In an English interview on TSN, Québec player Marc-Antoine Dequoy thanked Maas for emphasizing that the players learn French and embrace Québec culture. Maas was rewarded with a three-year contract extension on December 20, 2023, that would keep him with the Alouettes through to the 2026 season.
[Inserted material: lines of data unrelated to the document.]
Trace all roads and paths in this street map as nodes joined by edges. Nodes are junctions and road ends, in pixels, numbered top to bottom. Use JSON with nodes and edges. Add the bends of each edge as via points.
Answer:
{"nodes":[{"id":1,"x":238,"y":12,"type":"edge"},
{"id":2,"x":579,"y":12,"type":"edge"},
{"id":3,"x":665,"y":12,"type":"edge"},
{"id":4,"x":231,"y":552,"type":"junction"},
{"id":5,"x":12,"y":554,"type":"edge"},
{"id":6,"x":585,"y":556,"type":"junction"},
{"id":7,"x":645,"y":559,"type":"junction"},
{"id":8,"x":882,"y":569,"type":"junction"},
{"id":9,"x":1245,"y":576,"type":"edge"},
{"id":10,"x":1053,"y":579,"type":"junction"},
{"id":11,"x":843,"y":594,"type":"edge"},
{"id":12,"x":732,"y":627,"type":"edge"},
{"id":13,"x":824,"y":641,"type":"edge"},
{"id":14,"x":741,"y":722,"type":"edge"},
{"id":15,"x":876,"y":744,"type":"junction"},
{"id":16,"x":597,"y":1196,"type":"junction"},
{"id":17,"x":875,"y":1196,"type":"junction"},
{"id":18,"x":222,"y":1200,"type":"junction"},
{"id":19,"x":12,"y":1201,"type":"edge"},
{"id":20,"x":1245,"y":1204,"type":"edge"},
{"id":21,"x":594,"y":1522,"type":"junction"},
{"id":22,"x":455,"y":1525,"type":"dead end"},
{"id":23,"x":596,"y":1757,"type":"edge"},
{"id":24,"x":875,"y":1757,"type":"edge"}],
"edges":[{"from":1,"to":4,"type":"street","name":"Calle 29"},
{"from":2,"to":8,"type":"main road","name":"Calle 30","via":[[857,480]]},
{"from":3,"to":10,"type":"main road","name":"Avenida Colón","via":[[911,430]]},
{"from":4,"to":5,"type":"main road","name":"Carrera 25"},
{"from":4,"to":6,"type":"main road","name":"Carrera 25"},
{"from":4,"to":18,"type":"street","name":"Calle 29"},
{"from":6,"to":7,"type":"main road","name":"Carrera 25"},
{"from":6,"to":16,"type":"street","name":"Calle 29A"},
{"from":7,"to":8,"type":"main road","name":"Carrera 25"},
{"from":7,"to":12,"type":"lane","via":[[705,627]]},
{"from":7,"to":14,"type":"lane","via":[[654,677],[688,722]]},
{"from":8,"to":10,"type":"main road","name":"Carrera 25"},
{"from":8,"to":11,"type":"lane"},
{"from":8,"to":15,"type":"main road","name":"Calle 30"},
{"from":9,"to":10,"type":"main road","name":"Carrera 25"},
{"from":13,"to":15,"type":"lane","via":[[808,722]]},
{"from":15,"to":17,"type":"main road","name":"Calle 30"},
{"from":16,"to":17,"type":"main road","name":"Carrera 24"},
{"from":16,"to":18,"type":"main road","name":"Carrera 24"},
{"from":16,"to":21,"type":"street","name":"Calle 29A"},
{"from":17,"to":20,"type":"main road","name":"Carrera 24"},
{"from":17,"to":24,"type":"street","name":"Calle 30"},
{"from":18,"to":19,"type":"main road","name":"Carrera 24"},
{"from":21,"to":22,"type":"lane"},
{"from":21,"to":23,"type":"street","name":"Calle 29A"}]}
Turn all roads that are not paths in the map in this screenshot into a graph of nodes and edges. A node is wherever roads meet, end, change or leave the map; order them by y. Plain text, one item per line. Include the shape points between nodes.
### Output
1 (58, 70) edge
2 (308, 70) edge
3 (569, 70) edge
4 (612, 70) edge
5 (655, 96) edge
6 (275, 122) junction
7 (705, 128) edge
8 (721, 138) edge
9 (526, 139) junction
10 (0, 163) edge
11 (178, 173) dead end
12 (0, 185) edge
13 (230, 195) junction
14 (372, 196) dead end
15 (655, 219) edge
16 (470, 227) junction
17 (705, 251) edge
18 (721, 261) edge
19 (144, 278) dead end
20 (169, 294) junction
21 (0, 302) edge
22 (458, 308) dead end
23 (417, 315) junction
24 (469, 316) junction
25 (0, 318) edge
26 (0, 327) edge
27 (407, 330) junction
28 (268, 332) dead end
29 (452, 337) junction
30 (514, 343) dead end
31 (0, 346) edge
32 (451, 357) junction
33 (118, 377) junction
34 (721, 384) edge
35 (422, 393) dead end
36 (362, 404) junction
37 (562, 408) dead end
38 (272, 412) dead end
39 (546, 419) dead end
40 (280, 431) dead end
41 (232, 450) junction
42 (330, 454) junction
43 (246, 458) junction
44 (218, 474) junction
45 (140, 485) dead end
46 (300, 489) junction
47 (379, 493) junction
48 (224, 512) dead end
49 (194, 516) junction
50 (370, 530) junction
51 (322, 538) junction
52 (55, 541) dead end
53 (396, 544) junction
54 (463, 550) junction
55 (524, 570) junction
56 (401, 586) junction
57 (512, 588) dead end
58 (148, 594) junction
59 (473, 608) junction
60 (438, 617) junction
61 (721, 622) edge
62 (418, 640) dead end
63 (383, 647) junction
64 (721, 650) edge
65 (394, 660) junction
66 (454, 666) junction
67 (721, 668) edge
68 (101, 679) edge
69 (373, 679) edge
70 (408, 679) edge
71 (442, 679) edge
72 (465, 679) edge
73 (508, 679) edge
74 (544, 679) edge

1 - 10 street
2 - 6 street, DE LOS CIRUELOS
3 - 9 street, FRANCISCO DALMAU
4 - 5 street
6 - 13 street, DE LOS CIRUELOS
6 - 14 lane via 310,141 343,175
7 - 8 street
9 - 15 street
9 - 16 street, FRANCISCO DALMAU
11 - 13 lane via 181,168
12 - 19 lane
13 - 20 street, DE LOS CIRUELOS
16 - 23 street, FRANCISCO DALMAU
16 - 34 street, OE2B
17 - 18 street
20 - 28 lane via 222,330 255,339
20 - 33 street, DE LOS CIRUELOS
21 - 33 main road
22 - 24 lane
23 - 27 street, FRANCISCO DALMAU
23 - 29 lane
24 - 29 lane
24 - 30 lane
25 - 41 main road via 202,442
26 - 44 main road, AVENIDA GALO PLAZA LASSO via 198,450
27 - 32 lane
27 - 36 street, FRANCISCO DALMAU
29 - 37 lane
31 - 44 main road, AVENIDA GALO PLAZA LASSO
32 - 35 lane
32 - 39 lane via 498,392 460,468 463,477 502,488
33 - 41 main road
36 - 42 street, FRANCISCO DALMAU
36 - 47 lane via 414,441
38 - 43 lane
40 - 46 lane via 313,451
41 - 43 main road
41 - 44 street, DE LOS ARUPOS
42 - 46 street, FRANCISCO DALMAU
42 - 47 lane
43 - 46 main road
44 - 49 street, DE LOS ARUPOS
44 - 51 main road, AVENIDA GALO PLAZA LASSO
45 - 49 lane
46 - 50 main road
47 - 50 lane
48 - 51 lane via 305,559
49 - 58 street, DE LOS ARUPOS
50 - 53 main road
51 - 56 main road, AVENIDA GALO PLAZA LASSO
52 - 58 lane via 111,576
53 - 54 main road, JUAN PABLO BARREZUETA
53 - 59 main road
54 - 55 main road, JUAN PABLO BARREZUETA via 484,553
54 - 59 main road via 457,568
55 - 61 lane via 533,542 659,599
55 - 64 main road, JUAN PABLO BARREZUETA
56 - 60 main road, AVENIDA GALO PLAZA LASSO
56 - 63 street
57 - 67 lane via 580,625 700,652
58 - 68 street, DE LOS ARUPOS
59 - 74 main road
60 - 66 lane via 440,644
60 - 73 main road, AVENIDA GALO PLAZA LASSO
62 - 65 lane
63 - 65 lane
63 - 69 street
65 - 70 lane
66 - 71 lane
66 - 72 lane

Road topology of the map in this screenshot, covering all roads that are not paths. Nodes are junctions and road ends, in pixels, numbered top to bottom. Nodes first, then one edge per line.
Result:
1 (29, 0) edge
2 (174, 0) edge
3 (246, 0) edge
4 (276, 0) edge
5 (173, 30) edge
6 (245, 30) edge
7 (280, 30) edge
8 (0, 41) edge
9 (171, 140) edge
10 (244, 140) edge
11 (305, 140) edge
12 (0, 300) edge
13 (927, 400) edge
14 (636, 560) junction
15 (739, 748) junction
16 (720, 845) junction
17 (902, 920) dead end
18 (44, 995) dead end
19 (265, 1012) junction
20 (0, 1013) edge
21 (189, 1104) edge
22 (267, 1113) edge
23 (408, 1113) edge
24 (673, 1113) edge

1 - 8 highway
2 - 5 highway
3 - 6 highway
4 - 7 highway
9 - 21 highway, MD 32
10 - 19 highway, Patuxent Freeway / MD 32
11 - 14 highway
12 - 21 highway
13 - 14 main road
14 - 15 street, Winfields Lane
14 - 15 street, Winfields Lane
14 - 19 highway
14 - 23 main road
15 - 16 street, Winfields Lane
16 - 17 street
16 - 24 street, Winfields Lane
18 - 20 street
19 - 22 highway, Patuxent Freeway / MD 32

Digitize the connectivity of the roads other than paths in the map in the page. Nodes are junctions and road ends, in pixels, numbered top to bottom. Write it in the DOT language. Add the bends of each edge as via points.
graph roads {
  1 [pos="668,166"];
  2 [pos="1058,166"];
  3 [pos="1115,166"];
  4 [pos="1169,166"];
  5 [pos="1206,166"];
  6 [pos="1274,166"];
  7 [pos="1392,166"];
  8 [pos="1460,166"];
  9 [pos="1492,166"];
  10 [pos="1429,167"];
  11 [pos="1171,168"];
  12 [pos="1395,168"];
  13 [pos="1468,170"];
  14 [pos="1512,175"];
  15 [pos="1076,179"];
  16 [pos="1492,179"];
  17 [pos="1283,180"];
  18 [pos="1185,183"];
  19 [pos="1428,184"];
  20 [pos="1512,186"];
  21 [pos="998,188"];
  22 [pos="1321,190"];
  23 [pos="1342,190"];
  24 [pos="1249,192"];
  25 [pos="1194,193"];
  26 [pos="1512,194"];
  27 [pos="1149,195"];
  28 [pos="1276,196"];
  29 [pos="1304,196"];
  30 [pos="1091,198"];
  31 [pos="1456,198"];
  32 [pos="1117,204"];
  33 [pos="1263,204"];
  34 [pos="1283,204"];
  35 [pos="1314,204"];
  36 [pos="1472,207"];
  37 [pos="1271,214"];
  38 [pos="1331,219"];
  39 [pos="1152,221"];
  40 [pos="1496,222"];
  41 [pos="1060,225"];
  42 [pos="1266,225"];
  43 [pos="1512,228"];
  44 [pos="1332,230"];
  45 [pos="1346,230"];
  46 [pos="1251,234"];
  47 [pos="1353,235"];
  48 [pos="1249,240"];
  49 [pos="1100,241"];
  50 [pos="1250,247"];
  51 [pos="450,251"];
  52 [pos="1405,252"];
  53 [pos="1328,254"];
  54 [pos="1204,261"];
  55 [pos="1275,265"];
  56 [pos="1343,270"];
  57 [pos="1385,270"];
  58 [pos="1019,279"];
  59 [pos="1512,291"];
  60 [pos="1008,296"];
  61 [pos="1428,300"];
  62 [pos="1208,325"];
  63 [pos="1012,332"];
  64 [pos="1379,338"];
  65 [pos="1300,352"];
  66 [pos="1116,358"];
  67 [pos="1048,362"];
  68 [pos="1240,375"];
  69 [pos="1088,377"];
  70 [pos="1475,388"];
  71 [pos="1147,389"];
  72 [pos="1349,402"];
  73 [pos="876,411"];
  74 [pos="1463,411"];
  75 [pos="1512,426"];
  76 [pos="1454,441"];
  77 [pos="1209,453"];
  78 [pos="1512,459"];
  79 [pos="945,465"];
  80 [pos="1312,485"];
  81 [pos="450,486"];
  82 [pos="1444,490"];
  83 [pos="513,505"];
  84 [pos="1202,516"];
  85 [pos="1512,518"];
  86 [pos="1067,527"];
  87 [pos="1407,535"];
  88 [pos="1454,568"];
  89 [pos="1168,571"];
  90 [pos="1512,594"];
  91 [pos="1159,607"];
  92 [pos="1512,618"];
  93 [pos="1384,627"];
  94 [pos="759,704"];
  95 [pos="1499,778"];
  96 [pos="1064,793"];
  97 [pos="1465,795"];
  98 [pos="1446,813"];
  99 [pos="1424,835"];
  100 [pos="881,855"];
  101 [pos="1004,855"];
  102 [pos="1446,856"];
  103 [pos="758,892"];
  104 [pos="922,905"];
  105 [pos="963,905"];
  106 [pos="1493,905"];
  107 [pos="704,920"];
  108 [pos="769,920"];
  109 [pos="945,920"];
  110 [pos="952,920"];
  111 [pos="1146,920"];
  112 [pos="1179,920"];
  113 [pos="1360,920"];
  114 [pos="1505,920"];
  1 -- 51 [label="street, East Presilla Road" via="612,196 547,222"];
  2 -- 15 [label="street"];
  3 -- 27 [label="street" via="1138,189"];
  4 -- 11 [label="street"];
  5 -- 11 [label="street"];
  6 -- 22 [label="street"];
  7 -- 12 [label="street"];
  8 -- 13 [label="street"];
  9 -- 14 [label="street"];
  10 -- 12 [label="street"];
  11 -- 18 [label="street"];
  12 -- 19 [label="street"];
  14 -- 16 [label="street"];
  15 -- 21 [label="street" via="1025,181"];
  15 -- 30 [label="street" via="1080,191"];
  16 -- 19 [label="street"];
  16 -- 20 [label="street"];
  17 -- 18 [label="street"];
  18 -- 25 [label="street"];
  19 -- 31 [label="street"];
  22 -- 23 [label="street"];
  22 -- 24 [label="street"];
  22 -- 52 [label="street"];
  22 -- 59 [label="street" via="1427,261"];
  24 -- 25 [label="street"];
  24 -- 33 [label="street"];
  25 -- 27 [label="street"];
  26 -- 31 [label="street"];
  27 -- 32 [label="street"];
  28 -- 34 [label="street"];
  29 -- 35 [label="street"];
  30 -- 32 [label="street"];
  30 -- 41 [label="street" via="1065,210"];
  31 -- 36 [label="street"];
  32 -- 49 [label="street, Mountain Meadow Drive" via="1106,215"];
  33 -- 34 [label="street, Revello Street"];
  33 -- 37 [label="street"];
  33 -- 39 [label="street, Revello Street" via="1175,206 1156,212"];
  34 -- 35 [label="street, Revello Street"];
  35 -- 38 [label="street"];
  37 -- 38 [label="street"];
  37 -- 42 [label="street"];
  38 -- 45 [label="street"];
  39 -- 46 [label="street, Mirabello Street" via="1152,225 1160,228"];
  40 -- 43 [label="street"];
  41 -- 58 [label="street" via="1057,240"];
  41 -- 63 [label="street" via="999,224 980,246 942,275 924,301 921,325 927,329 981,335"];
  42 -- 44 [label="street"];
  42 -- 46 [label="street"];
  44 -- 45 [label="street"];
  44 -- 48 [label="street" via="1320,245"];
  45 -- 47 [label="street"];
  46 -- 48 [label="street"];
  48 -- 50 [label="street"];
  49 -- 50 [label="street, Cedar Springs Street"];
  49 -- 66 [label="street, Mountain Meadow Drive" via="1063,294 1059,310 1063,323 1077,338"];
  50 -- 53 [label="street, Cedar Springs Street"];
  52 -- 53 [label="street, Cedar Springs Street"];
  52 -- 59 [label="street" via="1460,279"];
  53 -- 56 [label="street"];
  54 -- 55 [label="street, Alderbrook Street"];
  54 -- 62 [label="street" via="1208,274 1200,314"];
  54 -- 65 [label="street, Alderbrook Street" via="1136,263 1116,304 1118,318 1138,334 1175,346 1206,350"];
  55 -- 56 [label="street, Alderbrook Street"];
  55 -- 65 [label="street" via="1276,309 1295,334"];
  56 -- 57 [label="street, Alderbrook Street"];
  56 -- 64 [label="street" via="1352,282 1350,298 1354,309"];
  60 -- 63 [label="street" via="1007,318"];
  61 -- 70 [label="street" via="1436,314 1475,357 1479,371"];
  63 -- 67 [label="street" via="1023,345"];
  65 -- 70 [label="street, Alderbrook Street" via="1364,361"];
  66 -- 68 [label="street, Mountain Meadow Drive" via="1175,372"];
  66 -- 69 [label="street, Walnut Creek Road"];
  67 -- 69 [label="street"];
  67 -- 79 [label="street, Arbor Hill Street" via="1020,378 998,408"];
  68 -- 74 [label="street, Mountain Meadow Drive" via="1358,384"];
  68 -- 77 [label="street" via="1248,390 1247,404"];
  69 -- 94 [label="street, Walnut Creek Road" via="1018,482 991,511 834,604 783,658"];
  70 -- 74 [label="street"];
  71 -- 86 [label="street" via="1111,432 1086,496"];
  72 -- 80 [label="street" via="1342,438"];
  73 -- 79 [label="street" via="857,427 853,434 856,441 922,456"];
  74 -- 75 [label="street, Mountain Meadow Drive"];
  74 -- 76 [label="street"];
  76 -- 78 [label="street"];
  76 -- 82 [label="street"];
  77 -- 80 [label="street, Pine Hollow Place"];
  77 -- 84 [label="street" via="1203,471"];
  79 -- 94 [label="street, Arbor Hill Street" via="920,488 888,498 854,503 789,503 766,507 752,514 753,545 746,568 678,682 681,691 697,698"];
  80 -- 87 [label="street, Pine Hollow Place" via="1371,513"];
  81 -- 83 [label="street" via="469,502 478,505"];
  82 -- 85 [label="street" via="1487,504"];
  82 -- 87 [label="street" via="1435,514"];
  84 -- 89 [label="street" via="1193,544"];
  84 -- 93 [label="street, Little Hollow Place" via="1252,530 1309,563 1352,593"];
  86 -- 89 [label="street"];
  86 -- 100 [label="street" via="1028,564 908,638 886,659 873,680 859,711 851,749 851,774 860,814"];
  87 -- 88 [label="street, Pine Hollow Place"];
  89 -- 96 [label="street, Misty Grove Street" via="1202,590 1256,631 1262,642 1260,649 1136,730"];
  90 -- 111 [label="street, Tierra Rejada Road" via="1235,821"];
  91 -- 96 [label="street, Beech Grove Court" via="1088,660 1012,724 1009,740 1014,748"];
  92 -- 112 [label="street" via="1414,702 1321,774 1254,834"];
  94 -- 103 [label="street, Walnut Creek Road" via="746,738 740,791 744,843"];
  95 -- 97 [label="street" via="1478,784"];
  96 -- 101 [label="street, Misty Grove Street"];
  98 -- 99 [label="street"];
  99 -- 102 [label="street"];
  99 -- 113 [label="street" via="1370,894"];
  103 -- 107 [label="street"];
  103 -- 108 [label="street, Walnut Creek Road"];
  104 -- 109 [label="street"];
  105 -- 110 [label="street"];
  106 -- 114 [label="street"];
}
On October 20, 2025, Maas and the Alouettes agreed to a two-year extension, keeping him with the team until 2028.

===CFL coaching record===

| Team | Year | Regular season |  |  |  |  | Postseason |  |  |  |
| Won | Lost | Ties | Win % | Finish | Won | Lost | Result |
| EDM | 2016 | 10 | 8 | 0 | .556 | 4th in West Division | 1 | 1 | Lost in East Final |
| EDM | 2017 | 12 | 6 | 0 | .667 | 3rd in West Division | 1 | 1 | Lost in West Final |
| EDM | 2018 | 9 | 9 | 0 | .500 | 5th in West Division | – | – | Did not qualify |
| EDM | 2019 | 8 | 10 | 0 | .444 | 4th in West Division | 1 | 1 | Lost in East Final |
| EDM total |  | 39 | 33 | 0 | .542 |  | 3 | 3 | .500 |
| MTL | 2023 | 11 | 7 | 0 | .611 | 2nd in East Division | 3 | 0 | Won Grey Cup |
| MTL | 2024 | 12 | 5 | 1 | .694 | 1st in East Division | 0 | 1 | Lost in East Final |
| MTL | 2025 | 10 | 8 | 0 | .556 | 2nd in East Division | 2 | 1 | Lost in Grey Cup |
| MTL total |  | 33 | 20 | 1 | .620 |  | 5 | 2 | .714 |
| Total |  | 72 | 53 | 1 | .575 | 1 Division Championship | 8 | 5 | 1 Grey Cup |

==Personal life==
Maas's father Gary Alan Maas (aged 29), a police officer, was shot and killed on April 9, 1986, when Maas was only ten. Maas is married and lives in Sherwood Park, Alberta with his wife, Marjean and their two children during the off-season and in Rosemont, Quebec during the season.